[Start of section]
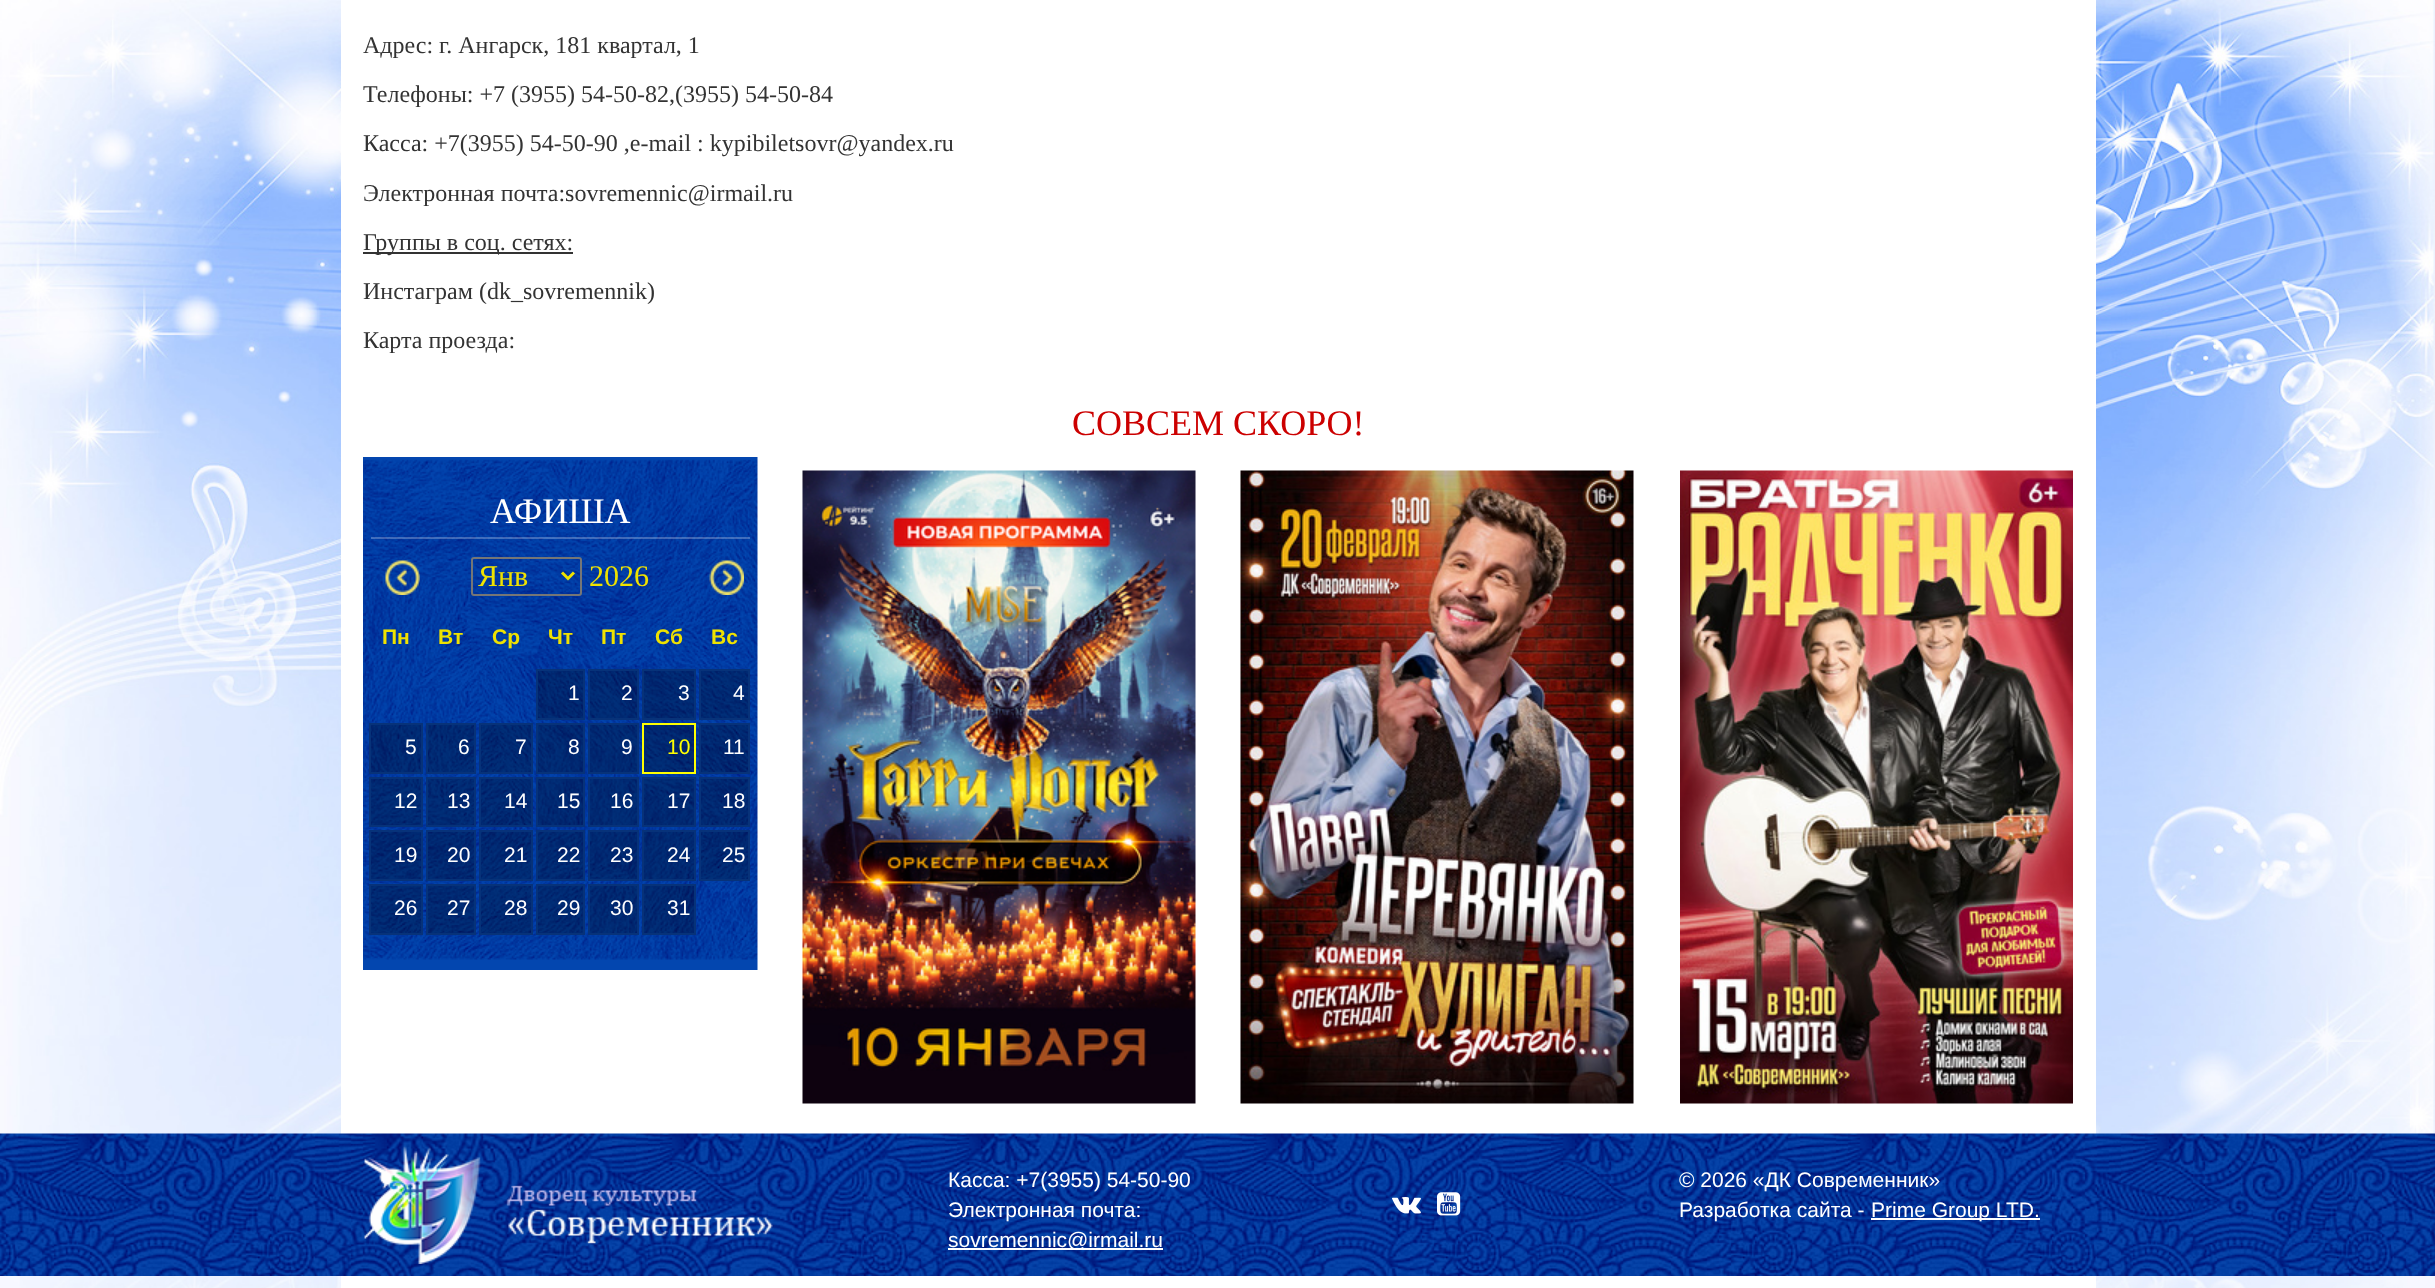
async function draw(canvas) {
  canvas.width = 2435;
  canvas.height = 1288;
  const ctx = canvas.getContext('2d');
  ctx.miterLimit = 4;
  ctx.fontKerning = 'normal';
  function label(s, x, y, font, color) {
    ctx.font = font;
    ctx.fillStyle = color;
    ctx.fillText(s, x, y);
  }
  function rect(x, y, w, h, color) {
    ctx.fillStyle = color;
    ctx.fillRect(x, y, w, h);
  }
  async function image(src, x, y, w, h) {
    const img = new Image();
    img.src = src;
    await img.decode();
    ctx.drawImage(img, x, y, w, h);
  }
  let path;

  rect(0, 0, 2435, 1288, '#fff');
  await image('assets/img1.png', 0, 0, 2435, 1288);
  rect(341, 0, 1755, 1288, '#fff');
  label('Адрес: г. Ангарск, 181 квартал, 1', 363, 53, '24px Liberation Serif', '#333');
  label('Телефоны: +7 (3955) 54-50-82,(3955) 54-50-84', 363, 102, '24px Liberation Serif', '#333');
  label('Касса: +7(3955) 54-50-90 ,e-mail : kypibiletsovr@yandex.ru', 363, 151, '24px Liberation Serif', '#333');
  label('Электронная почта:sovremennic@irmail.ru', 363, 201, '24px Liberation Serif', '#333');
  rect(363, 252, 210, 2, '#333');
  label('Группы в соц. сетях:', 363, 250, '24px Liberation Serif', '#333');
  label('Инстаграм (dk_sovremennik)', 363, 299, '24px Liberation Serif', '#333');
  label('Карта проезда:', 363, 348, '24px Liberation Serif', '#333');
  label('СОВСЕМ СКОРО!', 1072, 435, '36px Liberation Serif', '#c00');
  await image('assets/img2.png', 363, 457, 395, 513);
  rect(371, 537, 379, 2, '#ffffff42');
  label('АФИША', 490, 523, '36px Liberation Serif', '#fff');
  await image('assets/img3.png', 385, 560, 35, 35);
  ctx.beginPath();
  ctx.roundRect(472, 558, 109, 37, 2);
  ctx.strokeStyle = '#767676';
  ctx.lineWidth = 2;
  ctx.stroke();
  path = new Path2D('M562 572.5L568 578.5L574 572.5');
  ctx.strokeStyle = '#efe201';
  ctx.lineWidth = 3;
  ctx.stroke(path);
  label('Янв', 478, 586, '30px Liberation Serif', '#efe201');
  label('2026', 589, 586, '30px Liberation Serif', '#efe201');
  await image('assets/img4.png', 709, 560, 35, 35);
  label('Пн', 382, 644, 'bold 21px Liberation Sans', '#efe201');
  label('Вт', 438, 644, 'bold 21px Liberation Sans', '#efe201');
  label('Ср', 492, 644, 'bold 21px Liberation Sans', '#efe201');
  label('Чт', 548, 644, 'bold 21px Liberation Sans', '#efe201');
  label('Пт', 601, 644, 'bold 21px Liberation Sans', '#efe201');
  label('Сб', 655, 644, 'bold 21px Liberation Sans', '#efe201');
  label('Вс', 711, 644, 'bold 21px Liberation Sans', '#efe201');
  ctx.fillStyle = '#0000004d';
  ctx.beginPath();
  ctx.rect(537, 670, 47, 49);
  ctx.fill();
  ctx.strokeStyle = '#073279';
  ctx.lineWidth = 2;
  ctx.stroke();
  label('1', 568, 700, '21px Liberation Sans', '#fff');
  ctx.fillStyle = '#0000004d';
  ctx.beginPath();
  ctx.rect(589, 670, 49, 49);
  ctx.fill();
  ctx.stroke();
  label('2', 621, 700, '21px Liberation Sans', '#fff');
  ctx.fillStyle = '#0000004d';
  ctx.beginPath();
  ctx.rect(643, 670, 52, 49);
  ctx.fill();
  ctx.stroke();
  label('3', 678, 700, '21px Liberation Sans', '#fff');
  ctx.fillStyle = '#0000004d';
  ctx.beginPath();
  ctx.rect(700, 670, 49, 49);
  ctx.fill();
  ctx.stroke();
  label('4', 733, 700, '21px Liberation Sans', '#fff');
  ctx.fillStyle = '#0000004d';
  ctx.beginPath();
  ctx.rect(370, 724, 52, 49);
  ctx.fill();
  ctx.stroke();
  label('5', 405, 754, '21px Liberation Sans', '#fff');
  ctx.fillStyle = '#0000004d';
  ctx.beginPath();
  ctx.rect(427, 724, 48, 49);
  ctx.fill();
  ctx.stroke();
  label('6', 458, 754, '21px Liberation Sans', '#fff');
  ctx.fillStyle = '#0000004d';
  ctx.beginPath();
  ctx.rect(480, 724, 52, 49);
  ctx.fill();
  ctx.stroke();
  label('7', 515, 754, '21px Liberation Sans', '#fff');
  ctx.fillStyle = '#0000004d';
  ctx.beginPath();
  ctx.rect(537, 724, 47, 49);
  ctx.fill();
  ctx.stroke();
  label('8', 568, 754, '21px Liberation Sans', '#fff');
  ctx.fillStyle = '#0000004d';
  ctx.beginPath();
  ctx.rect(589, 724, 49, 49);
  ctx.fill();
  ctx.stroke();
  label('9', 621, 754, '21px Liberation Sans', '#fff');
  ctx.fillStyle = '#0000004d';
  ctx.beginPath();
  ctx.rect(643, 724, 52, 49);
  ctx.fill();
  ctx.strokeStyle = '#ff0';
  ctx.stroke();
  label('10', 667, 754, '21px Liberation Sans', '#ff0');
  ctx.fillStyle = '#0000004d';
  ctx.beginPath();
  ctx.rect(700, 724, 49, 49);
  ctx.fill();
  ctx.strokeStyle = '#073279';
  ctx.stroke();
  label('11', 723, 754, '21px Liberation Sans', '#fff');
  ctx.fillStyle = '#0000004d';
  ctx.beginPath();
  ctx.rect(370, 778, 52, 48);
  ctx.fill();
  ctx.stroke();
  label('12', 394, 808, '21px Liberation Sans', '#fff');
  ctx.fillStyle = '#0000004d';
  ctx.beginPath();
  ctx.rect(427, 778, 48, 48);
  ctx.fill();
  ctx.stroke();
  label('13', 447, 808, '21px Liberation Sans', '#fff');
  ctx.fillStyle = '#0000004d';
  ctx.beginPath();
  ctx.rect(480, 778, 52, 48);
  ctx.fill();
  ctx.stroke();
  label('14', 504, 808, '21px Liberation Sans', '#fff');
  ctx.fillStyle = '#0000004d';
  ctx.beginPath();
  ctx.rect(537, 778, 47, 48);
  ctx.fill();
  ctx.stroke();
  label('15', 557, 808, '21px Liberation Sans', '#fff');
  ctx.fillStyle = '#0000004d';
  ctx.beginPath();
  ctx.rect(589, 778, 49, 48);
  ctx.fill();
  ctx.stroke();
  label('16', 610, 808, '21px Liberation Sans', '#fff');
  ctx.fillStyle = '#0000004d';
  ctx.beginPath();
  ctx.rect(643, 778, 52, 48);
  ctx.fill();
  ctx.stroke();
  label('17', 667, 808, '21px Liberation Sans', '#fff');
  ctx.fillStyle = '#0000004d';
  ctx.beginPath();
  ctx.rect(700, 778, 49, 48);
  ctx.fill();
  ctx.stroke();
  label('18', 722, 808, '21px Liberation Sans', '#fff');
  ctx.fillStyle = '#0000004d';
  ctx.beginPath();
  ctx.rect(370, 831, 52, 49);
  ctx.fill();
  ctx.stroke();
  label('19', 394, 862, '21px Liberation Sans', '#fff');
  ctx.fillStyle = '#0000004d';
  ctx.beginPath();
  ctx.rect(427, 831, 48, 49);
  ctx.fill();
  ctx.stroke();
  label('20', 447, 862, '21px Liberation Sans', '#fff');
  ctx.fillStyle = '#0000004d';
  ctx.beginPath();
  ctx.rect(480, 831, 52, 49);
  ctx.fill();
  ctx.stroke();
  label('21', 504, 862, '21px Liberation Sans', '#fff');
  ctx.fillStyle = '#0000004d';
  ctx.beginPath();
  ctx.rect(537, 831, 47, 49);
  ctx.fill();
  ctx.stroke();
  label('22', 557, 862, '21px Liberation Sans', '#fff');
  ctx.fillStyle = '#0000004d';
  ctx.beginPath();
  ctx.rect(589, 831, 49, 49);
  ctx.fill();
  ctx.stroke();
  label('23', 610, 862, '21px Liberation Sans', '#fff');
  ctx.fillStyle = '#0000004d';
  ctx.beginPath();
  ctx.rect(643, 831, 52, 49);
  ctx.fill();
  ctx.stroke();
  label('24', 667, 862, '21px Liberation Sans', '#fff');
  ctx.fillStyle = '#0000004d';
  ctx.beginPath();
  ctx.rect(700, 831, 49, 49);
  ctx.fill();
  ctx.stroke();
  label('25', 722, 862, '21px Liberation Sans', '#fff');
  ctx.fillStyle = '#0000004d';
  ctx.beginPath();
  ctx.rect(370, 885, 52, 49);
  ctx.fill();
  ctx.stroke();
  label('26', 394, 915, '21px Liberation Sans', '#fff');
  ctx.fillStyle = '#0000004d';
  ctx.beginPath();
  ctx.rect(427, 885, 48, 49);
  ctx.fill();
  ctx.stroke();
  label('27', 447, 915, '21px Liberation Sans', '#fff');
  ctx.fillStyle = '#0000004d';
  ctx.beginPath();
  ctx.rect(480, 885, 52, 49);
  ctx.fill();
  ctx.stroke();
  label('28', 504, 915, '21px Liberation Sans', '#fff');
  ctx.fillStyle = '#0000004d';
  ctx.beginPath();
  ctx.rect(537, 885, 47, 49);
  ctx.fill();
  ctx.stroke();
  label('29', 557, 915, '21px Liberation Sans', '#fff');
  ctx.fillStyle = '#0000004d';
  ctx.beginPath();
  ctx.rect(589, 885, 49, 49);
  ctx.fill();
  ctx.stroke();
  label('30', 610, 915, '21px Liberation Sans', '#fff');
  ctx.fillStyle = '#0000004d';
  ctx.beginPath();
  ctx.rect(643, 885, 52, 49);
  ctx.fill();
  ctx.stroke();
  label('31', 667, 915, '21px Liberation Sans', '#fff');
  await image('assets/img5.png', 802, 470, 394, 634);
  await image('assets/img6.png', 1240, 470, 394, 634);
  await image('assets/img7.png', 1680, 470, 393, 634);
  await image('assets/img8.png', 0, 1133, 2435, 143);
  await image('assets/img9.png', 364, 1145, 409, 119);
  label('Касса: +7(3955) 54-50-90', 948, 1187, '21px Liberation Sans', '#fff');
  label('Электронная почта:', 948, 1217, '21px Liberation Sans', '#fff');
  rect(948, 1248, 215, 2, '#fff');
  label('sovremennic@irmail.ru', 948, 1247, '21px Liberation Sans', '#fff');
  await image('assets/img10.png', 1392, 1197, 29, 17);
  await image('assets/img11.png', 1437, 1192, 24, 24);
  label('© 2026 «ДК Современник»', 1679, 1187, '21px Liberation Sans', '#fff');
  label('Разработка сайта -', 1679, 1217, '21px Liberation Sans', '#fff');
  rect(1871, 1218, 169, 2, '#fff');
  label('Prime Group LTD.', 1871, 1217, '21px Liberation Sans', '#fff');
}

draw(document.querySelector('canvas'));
[End of section]
Pictures excluded, repeat exactly the lines from the top of the material through the line with "rect(341, 0, 1755, 1288, '#fff');", including both of those lines.

async function draw(canvas) {
  canvas.width = 2435;
  canvas.height = 1288;
  const ctx = canvas.getContext('2d');
  ctx.miterLimit = 4;
  ctx.fontKerning = 'normal';
  function label(s, x, y, font, color) {
    ctx.font = font;
    ctx.fillStyle = color;
    ctx.fillText(s, x, y);
  }
  function rect(x, y, w, h, color) {
    ctx.fillStyle = color;
    ctx.fillRect(x, y, w, h);
  }
  async function image(src, x, y, w, h) {
    const img = new Image();
    img.src = src;
    await img.decode();
    ctx.drawImage(img, x, y, w, h);
  }
  let path;

  rect(0, 0, 2435, 1288, '#fff');
  await image('assets/img1.png', 0, 0, 2435, 1288);
  rect(341, 0, 1755, 1288, '#fff');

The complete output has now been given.